先に日産自動車が米の新興EVメーカーであるフィスカーとの間で資本提携に向けた交渉を進めている旨が報じられているが、このEVといえば世界で近年進められてきた開発に陰りが見られる。欧州各国では補助金はじめ各種優遇策を繰り出してきたものの、諸々の大規模な構造転換などハードルも高く欧州委員会が推してきたEVシフト政策は破綻しつつある。

その欧州では独メルセデス・ベンツGが2030年までに市場が許す限り新車販売をEV車にすることを検討していたが、先に2030年以降もエンジン車の生産継続を明らかにしている。また、米アップルは27日、約10年にわたり開発したとされたEV開発プロジェクトを中止する方針が報じられ、同じく米ゼネラル・モーターズは2024年半ばまでのEV生産目標40万台断念が報じられている。

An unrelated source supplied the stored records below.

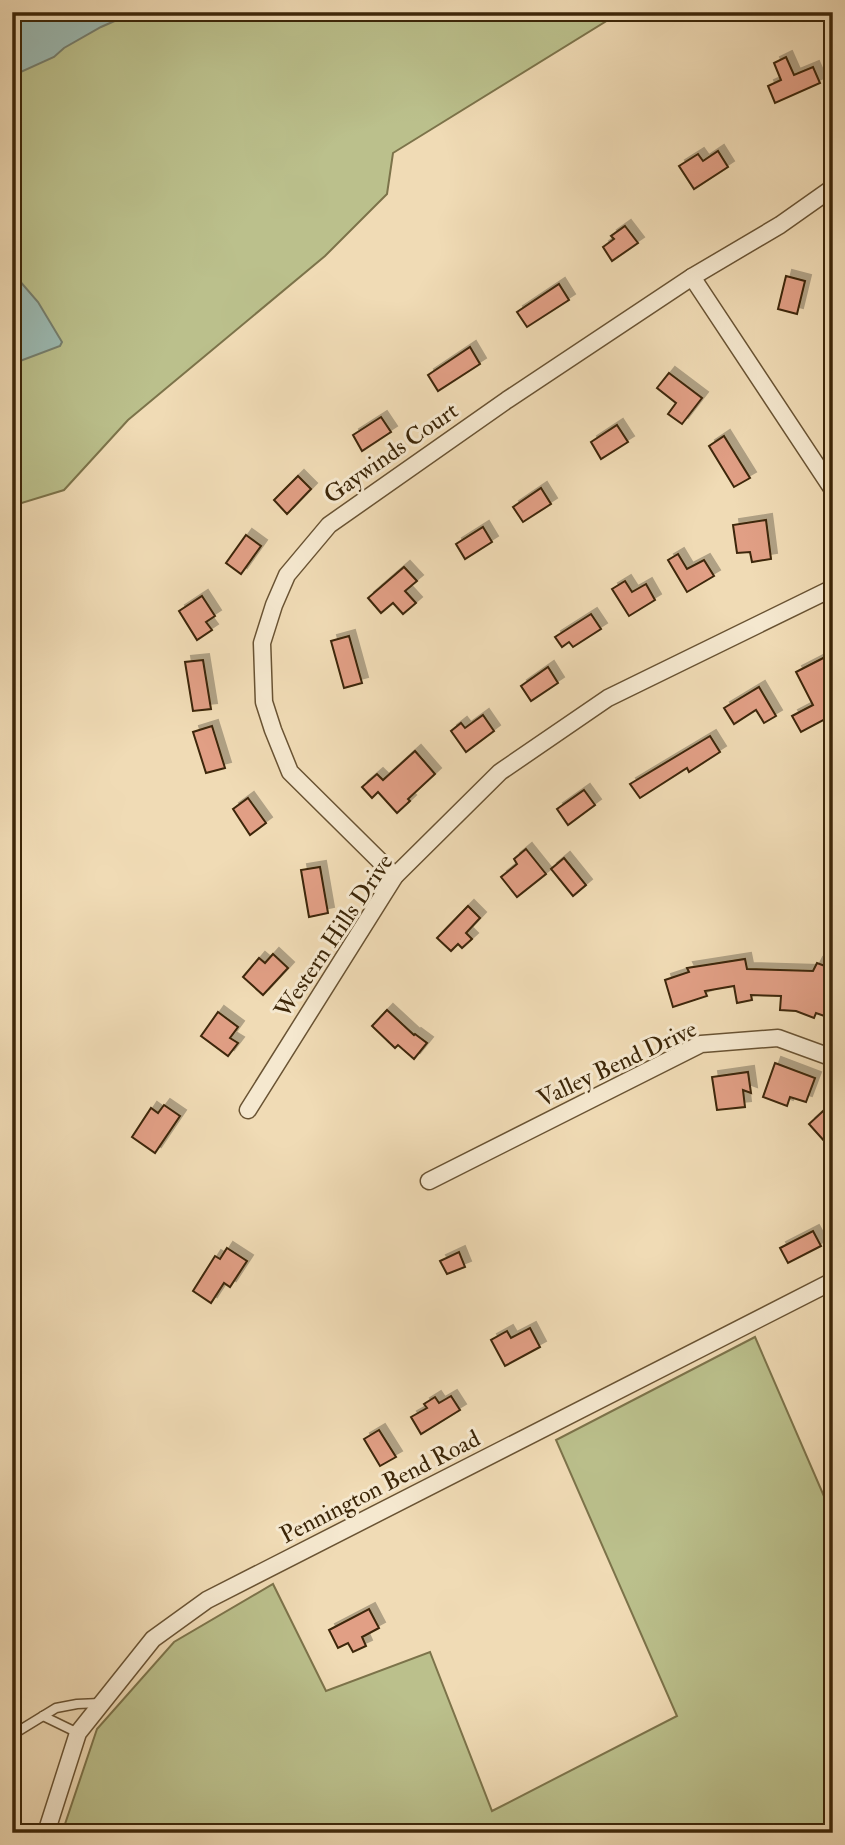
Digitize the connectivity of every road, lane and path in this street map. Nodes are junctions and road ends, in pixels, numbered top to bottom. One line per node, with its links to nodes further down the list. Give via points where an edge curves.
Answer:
1 (831, 189): 2 (street, Gaywinds Court)
2 (692, 277): 3 (street); 5 (street, Gaywinds Court, via 329,525 287,575 262,643 264,702 273,730 290,772)
3 (833, 490)
4 (833, 588): 5 (street, Western Hills Drive, via 608,698 500,772)
5 (395, 876): 7 (street, Western Hills Drive)
6 (833, 1058): 8 (street, Valley Bend Drive, via 778,1038 701,1044)
7 (248, 1110)
8 (429, 1181)
9 (833, 1281): 10 (street, Pennington Bend Road, via 207,1600 153,1639)
10 (103, 1703): 11 (lane, via 77,1703); 12 (street, Pennington Bend Road)
11 (43, 1716): 12 (lane); 13 (lane)
12 (78, 1733): 14 (street, Pennington Bend Road)
13 (12, 1735)
14 (46, 1833)

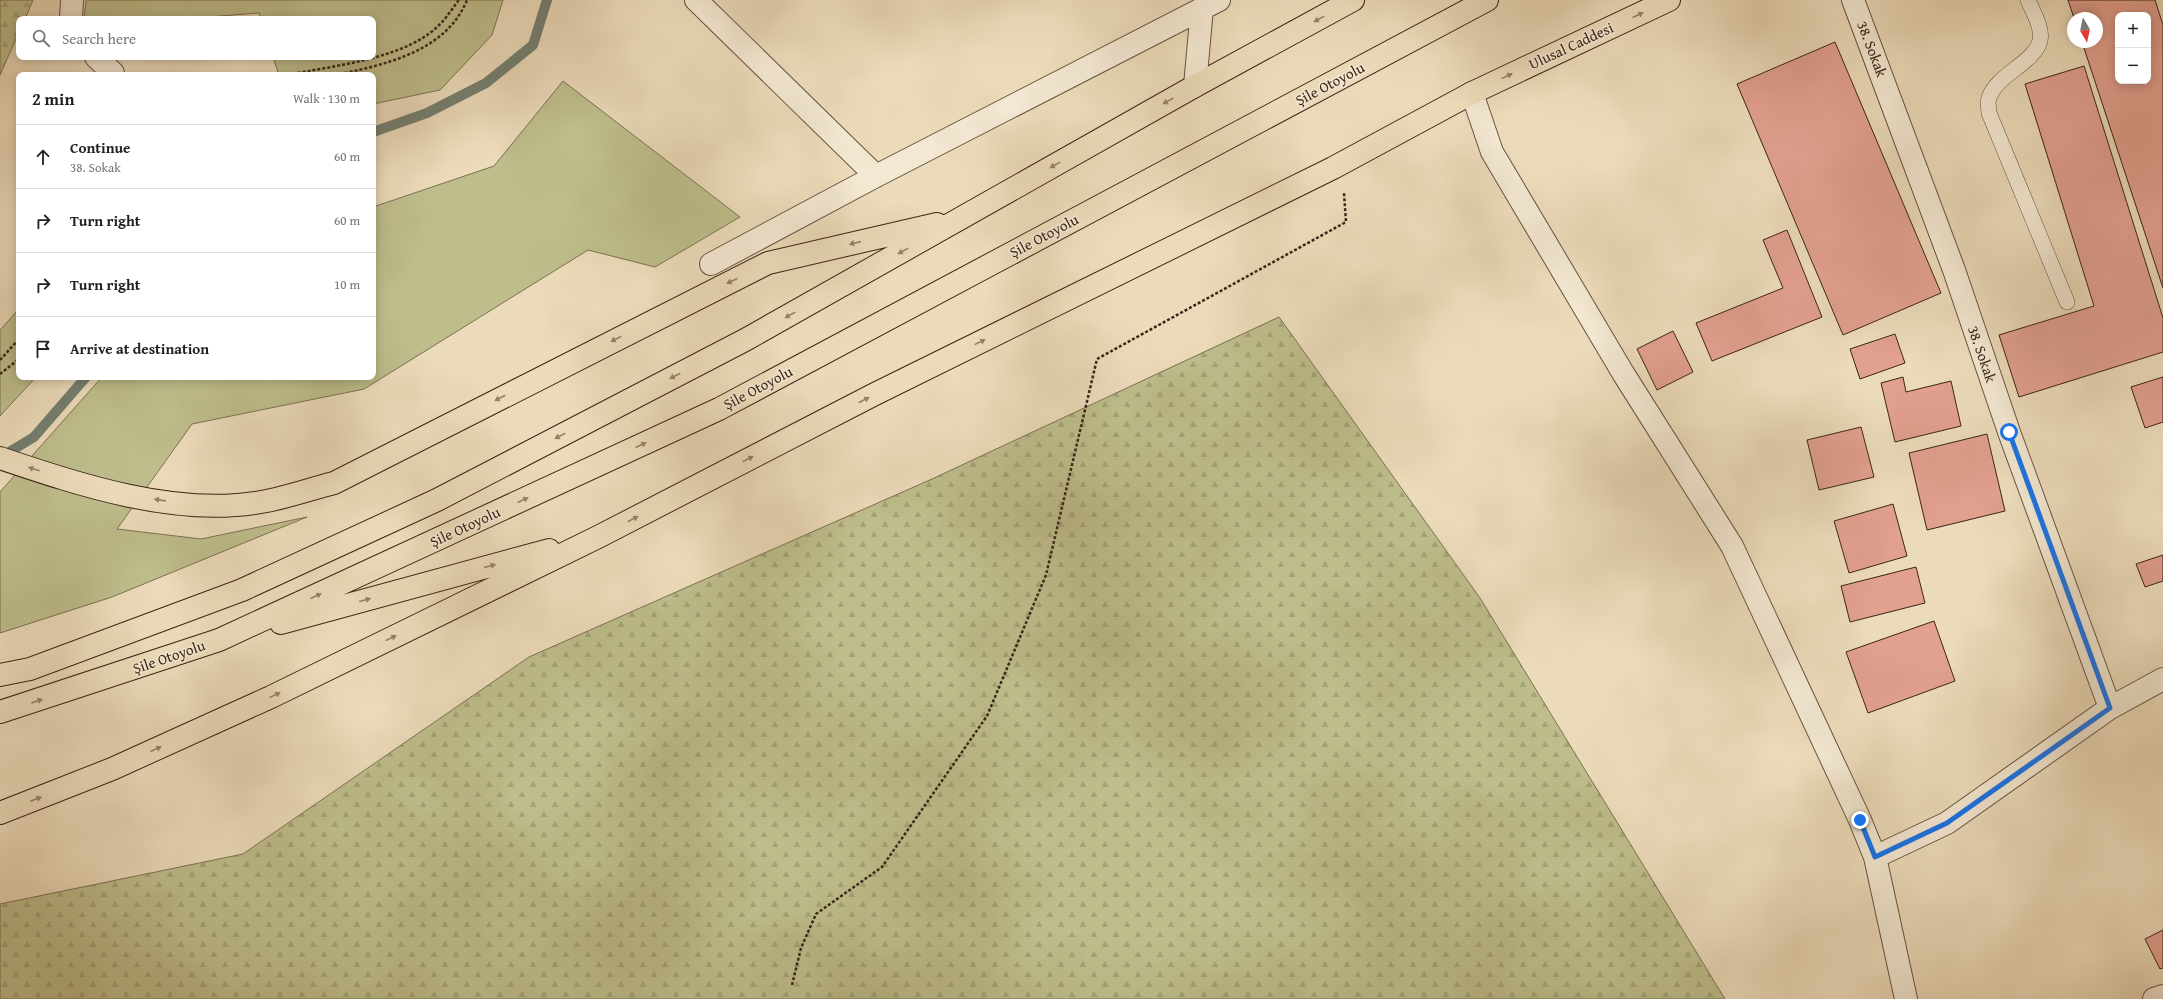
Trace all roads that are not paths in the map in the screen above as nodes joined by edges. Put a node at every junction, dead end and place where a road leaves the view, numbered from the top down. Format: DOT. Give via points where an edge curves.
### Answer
graph roads {
  1 [pos="72,0"];
  2 [pos="696,0"];
  3 [pos="1353,0"];
  4 [pos="1486,0"];
  5 [pos="1669,0"];
  6 [pos="1853,0"];
  7 [pos="2028,0"];
  8 [pos="1211,4"];
  9 [pos="71,16"];
  10 [pos="99,60"];
  11 [pos="113,72"];
  12 [pos="1195,86"];
  13 [pos="1472,93"];
  14 [pos="876,176"];
  15 [pos="962,218"];
  16 [pos="711,264"];
  17 [pos="2067,302"];
  18 [pos="0,458"];
  19 [pos="598,537"];
  20 [pos="219,640"];
  21 [pos="0,676"];
  22 [pos="2163,679"];
  23 [pos="2110,708"];
  24 [pos="0,712"];
  25 [pos="0,813"];
  26 [pos="1875,857"];
  27 [pos="2163,996"];
  28 [pos="1906,999"];
  29 [pos="2154,999"];
  1 -- 9 [label="street"];
  2 -- 14 [label="street"];
  3 -- 12 [label="main road, one-way"];
  20 -- 4 [label="main road, Şile Otoyolu, one-way" via="719,409"];
  13 -- 5 [label="main road, Ulusal Caddesi, one-way"];
  6 -- 23 [label="street, 38. Sokak" via="1954,270 2009,432"];
  7 -- 17 [label="lane" via="2039,27 2040,41 1996,86 1988,98 1990,113"];
  8 -- 12 [label="street"];
  8 -- 14 [label="street"];
  10 -- 11 [label="street"];
  12 -- 15 [label="main road, one-way"];
  19 -- 13 [label="main road, Ulusal Caddesi, one-way" via="875,394 1342,163"];
  13 -- 26 [label="street" via="1492,152 1622,373 1732,546"];
  14 -- 16 [label="street"];
  15 -- 18 [label="main road, one-way" via="768,263 334,483 260,502 198,506 123,495"];
  15 -- 21 [label="main road, one-way" via="744,340 436,500 242,590 30,669"];
  20 -- 19 [label="main road, one-way"];
  25 -- 19 [label="main road, one-way" via="112,769 271,697"];
  24 -- 20 [label="main road, Şile Otoyolu, one-way"];
  22 -- 23 [label="street"];
  23 -- 26 [label="street" via="1947,823"];
  26 -- 28 [label="street"];
  27 -- 29 [label="street"];
}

政府も一昨年だったか当時の菅総理が2035年までに新車販売でEV車100%を実現すると宣言し、東京都は更に前倒しで2030年までに都内販売の車を100%非ガソリン化し世界の潮流を牽引すると知事が表明していたのを思い出すが、ESG投資が逆風のなか欧州など環境に良い合成燃料等使用ならよしとするなど緩やかに後退しその潮流はニーズ連動型になりつつある。脱炭素の大義名分があるとはいえ、一気にEVへと舵を切る事が難しいという現実のハードルが見えて来たというところか。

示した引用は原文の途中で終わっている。